Congress shall make no law respecting an establishment of religion or prohibiting the free exercise thereof; or abridging the freedom of speech, or of the press; or the right of the people peaceably to assemble, and to petition the government for a redress of grievances.

Americans assume based on long practice and as a cherished principle that the freedom of speech, encapsulated within the First Amendment of our Bill of Rights, offers universal protection to free exercise of political opinions — provided the basic constraint that one cannot advocate for bodily harm to another.  Our country has risen to international preeminence and global hegemony on this basis.  The Internet, our latest and greatest contribution, has served as a powerful force for human liberation in thought and practice by spreading this understanding to new regions.  Yet, for all the good it has done, never has this most basic freedom been under greater assault or in more perilous jeopardy.

Knowledge is power. Those with knowledge have always recognized this truth and tried to keep awareness of what is happening in the world away from others who don’t share their interests. From the shamans of tribes, to the clergy of the Church, or the mandarins of an imperial court, restricting knowledge has ever been the way by which the powerful maintained their supremacy over the people.  We imagine ourselves living in a world apart from those concerns, and our ignorance and apathy are enabling the creation of a censorship system so subtle and complete that we will not even realize it exists.

The single recurring conspiracy in human affairs has been the willingness of those with power, especially when representing institutions with authority and substantial assets, to do anything to maintain their status.  In our world, this represents a consortium of multinational corporations and the largest governments with which they constantly do business.  For these actors, life is good, and the globalism promises a united tomorrow, more profits, and more power. It is only threatened by those nagging voices who cry out for the old ways: nationalists, racial identitarians, Christian traditionalists, and anyone else who holds principles that depart from the new consensus of materialism/consumerism/relativism. All are all targeted without respect to their ideologies. They are targeted if and only if they are seen as threatening the state/corporate duopoly.

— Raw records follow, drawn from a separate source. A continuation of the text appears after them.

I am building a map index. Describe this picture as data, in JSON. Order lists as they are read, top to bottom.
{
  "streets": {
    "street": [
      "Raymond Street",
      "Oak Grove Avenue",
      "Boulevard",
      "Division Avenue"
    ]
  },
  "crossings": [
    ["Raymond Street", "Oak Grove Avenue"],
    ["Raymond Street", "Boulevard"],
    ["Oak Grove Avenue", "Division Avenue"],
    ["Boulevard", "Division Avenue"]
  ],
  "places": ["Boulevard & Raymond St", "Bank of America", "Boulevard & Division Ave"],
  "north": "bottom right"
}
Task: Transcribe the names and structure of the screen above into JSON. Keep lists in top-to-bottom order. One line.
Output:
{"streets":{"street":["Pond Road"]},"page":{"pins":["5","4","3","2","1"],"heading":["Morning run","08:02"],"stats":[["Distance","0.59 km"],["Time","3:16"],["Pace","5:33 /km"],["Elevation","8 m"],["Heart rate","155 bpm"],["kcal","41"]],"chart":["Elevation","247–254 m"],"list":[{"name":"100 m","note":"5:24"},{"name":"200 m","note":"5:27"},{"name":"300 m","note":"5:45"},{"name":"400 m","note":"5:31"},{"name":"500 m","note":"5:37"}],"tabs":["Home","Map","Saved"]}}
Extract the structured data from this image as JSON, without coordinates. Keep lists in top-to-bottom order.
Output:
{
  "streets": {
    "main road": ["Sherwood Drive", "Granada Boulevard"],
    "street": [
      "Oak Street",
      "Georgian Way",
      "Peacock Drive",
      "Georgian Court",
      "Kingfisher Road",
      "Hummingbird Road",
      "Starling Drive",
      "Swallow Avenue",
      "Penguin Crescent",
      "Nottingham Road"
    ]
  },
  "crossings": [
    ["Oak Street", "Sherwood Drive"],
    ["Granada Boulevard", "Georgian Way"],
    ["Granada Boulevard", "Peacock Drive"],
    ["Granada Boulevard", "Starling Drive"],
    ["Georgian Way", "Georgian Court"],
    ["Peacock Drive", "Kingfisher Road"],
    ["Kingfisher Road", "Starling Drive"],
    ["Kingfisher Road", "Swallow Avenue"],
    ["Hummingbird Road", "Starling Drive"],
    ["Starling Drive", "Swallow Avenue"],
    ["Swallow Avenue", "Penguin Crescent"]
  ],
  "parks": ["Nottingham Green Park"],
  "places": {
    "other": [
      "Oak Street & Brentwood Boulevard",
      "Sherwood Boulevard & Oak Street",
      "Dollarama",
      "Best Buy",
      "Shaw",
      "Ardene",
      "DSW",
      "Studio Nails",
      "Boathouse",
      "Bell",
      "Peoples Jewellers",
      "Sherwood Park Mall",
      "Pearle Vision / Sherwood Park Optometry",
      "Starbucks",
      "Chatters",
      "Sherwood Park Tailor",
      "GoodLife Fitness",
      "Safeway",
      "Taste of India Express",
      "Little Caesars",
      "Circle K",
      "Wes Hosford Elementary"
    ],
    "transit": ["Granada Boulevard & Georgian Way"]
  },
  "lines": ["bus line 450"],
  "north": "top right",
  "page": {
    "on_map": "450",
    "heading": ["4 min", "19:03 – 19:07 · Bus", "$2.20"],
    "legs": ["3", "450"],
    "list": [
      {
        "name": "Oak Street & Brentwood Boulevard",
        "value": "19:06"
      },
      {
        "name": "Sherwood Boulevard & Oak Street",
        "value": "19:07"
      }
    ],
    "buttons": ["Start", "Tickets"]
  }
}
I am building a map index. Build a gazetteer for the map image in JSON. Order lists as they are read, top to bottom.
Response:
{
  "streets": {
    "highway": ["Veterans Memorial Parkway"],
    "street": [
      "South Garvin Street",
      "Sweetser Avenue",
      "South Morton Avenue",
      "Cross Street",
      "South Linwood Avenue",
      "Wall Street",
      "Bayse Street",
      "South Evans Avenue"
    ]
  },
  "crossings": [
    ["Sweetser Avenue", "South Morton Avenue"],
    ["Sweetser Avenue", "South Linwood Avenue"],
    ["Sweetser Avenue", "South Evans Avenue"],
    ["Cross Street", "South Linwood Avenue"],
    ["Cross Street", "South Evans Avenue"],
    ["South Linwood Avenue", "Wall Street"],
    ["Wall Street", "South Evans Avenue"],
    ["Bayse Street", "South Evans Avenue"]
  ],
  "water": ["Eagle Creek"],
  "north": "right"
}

Here’s how it works: While recognizing the legal right to freedom of speech, the system, in every possible manner, makes an ever-increasing encroachment upon the exercise of that right. Financial, social, and legal obstacles are employed, not only to punish violators of the globalist consensus, but also to intimidate and suppress any would-be imitators from embracing such thoughts or actions.  Because these efforts happen in a decentralized manner along every step of the process and because they are hidden by deceptive terminologies like the meaningless but ubiquitous label “hate speech,” the public is blind to just how egregious these actions are. Indeed, the public is actively discouraged from looking.  The best way to demonstrate this is to show how many roadblocks make up this virtual gauntlet by going through the content creation process.

Let’s start with you:  Imagine yourself as a potential creator.  At first glance, it would seem there are a world of platforms that can host your thoughts or media content.  You know the big ones — YouTube, Facebook, Google, Instagram, Twitter, etc.  Seeing all those producers going in a million different directions without any obvious constraint creates the impression that free speech has never been more successful. But such a perception loses sight of what we could call the signal-to-noise ratio.  Should you want to produce content that is devoid of any overt political commentary, have no doubt your submission will gladly be added to the noise. But should you choose to comment negatively upon the campaign against national sovereignty, or globalist institutions like the big banks or the UNHRC, or the groups and people who are involved in promoting these institutions, the experience can prove quite different.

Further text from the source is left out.